Elisa stood on the other side of the door rummaging around in Envy's knapsack. She pulled out a couple of items rubber-banded together. The read the labels on both, and then the instructions written in messy, angular scrawl on a post-it note: "DoNoT MIX UNTILL MOMENT S BEFORE USING".

"Mentos and Coke," Elisa reread the labels of the packages aloud, "What the hell is this supposed to do?"

The Slitheen fled the monster behind her, but felt a stinging crack along her side, and realized that instead of running, she was flying. Then two sudden cracks lashed her on both sides, then squeezed, and began falling. There was a sudden impact and release and alien hit the floor, finding herself trapped beneath the monster's paw. After a few seconds, the pressure released, and she lay still, hoping the monster would stop if she looked dead. It waited for a bit, then poked at the alien, then gave her a good swat. The Homunculus was playing with the poor thing before he killed it…

There was a bank of computers in between the Doctor and the taunting Slitheen. That wasn't much. It was, however, the brain of the gravity simulator. If only he had his sonic screwdriver.

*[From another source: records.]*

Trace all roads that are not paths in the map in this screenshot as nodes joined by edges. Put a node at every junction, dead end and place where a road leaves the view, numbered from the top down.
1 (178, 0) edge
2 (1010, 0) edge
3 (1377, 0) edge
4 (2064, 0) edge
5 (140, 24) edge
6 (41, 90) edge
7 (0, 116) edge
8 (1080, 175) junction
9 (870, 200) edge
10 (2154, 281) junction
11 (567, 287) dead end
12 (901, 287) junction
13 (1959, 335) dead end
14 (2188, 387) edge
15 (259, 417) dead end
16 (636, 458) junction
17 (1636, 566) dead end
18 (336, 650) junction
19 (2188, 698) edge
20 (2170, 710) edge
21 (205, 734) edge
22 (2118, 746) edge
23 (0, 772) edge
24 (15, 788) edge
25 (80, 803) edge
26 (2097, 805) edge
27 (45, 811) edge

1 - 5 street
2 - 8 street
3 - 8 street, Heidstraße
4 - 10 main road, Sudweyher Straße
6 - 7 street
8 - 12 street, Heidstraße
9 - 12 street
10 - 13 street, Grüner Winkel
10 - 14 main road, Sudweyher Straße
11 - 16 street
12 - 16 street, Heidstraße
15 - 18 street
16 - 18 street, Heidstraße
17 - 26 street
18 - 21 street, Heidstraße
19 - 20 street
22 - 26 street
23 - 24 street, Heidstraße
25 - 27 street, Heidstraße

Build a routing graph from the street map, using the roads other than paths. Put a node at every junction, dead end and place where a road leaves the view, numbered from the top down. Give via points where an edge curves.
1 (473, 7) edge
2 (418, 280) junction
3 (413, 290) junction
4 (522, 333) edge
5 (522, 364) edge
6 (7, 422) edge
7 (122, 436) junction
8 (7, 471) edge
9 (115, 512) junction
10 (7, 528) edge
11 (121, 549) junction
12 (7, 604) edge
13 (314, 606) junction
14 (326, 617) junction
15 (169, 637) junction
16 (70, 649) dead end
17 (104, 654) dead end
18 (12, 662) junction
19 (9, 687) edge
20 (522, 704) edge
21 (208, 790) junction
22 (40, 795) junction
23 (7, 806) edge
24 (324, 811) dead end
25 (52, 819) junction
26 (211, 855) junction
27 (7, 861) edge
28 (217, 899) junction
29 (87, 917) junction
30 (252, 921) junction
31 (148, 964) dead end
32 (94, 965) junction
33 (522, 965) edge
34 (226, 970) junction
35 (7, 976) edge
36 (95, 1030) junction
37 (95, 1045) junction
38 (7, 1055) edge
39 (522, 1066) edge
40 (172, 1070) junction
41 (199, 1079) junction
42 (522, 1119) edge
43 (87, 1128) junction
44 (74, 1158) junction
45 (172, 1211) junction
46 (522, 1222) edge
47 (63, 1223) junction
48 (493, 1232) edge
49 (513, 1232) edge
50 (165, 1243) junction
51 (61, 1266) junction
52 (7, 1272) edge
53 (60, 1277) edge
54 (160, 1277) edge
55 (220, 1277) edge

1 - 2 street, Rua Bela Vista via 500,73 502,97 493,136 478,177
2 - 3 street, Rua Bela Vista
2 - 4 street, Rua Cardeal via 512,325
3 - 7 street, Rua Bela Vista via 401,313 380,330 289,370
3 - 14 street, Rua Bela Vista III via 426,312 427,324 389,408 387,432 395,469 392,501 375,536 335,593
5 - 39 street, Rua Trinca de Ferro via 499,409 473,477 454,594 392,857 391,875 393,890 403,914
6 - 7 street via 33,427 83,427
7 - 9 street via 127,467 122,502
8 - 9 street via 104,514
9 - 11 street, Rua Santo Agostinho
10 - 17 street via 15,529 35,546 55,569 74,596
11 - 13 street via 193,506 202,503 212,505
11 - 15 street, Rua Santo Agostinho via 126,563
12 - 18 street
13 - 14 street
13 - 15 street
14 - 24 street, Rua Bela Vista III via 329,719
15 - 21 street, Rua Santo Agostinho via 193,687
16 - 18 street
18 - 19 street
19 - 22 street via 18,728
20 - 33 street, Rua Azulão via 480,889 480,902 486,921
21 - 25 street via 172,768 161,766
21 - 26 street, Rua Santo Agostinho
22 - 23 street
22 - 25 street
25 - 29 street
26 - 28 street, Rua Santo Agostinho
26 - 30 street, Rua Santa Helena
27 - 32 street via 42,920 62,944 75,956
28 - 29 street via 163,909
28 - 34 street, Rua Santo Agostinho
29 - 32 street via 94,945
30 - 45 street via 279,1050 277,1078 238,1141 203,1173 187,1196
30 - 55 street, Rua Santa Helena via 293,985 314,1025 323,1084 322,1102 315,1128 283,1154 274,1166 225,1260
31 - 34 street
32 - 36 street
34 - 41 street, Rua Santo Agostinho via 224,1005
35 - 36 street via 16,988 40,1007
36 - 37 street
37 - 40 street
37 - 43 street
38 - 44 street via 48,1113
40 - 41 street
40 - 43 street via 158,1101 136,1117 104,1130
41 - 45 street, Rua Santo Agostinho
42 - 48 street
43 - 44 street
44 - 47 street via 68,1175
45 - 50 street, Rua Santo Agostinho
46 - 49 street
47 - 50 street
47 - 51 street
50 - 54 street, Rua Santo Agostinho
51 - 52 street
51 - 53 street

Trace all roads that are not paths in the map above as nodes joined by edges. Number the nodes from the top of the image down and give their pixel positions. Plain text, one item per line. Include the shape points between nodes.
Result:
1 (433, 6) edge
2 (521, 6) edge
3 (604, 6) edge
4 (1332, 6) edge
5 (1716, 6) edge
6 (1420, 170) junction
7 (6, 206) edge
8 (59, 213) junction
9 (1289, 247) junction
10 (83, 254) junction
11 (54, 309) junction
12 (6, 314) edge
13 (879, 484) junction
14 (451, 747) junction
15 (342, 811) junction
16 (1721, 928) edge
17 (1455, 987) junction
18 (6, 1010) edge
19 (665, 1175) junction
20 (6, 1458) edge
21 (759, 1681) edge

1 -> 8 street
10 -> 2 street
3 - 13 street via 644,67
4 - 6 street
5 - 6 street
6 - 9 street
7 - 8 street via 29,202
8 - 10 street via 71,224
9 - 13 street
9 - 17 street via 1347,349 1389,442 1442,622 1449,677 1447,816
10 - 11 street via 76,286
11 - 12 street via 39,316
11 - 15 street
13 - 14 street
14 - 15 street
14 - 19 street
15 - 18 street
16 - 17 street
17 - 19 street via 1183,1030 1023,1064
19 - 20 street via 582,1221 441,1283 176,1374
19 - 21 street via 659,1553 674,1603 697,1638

The Slitheen pounced. The Doctor ran, grappling at the panel to help push himself along. Giant claws gouged the controls as the Doctor narrowly missed becoming minced meat. He rounded one bank, the Slitheen turning to follow, when the control room door burst open with Elise hurling some large angry container at the Doctor's pursuer.

kwa-foomph! tsi-tsi-tsississsssss…

"Doctor!" Elise shouted over the growling alien.

The control panels sparked, and the Slitheen stopped pacing once it realized that its skin was burning off. It tried to get away slipped in the sugary froth, and falling to the ground, writhed in agony.

The Doctor dashed over to Elisa. "That was Envy's idea, wasn't it?" he asked.

Elisa nodded. "More or less, yeah," she gasped. The Doctor grabbed the knapsack and began to dig around in it.

"He's coming along quite well then," he commented. He pulled something out and held it up. "Ah, here it is, acetone burner, that should fuse the door shut*. Don't tell him I said anything, though. We don't want to encourage him too much," the Doctor continued as he lit up the burner.

"Not a word," Elisa agreed.

There was her freedom, right in front of her. The facility doors. Extremely battered and bruised, the Slitheen gimped on one fractured leg, the other sporting a torn tendon, supporting herself with her long arms. The monster slowed its pace, as if it intended to drag her suffering out as long as possible. She reached the doors when it charged. She grappled with the door, then read "Pull," and swinging the door open, she stumbled out into… a mass of beefed up vehicles and swarms of humans wearing red borates while brandishing some nasty firearms.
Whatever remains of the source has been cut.